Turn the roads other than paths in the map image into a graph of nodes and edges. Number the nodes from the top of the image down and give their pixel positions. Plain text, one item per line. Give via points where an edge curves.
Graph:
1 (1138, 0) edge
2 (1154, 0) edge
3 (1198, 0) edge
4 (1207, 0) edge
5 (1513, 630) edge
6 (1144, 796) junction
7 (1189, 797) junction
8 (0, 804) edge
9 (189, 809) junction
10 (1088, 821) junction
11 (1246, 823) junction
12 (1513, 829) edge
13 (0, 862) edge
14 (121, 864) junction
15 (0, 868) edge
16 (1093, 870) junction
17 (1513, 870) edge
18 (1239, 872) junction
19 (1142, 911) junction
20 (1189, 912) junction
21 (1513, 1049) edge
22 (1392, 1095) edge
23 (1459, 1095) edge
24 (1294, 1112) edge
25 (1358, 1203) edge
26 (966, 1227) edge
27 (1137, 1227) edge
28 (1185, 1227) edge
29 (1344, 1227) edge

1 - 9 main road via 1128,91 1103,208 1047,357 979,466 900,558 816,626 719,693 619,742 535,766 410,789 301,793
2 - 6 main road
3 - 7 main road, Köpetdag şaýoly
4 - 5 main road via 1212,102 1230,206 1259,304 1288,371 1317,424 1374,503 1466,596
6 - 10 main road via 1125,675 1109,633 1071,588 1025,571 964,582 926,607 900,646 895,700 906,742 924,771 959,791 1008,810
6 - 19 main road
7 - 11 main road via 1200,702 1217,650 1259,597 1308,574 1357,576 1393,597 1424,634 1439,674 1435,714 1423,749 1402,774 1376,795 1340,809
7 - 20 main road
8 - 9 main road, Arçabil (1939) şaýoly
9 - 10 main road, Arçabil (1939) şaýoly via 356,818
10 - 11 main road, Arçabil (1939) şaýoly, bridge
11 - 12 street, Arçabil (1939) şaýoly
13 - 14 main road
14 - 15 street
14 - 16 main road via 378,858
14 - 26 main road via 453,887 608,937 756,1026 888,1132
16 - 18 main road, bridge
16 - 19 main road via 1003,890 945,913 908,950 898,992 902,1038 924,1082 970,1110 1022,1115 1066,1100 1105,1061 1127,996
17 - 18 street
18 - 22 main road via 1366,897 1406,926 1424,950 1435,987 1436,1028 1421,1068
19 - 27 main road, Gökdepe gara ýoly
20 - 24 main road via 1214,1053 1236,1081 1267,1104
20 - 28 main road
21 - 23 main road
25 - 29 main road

• • • • •

→ TASK PROMPT
Give the data again in full, exactly.

→ EXERCISE SOLUTION
Turn the roads other than paths in the map image into a graph of nodes and edges. Number the nodes from the top of the image down and give their pixel positions. Plain text, one item per line. Give via points where an edge curves.
Graph:
1 (1138, 0) edge
2 (1154, 0) edge
3 (1198, 0) edge
4 (1207, 0) edge
5 (1513, 630) edge
6 (1144, 796) junction
7 (1189, 797) junction
8 (0, 804) edge
9 (189, 809) junction
10 (1088, 821) junction
11 (1246, 823) junction
12 (1513, 829) edge
13 (0, 862) edge
14 (121, 864) junction
15 (0, 868) edge
16 (1093, 870) junction
17 (1513, 870) edge
18 (1239, 872) junction
19 (1142, 911) junction
20 (1189, 912) junction
21 (1513, 1049) edge
22 (1392, 1095) edge
23 (1459, 1095) edge
24 (1294, 1112) edge
25 (1358, 1203) edge
26 (966, 1227) edge
27 (1137, 1227) edge
28 (1185, 1227) edge
29 (1344, 1227) edge

1 - 9 main road via 1128,91 1103,208 1047,357 979,466 900,558 816,626 719,693 619,742 535,766 410,789 301,793
2 - 6 main road
3 - 7 main road, Köpetdag şaýoly
4 - 5 main road via 1212,102 1230,206 1259,304 1288,371 1317,424 1374,503 1466,596
6 - 10 main road via 1125,675 1109,633 1071,588 1025,571 964,582 926,607 900,646 895,700 906,742 924,771 959,791 1008,810
6 - 19 main road
7 - 11 main road via 1200,702 1217,650 1259,597 1308,574 1357,576 1393,597 1424,634 1439,674 1435,714 1423,749 1402,774 1376,795 1340,809
7 - 20 main road
8 - 9 main road, Arçabil (1939) şaýoly
9 - 10 main road, Arçabil (1939) şaýoly via 356,818
10 - 11 main road, Arçabil (1939) şaýoly, bridge
11 - 12 street, Arçabil (1939) şaýoly
13 - 14 main road
14 - 15 street
14 - 16 main road via 378,858
14 - 26 main road via 453,887 608,937 756,1026 888,1132
16 - 18 main road, bridge
16 - 19 main road via 1003,890 945,913 908,950 898,992 902,1038 924,1082 970,1110 1022,1115 1066,1100 1105,1061 1127,996
17 - 18 street
18 - 22 main road via 1366,897 1406,926 1424,950 1435,987 1436,1028 1421,1068
19 - 27 main road, Gökdepe gara ýoly
20 - 24 main road via 1214,1053 1236,1081 1267,1104
20 - 28 main road
21 - 23 main road
25 - 29 main road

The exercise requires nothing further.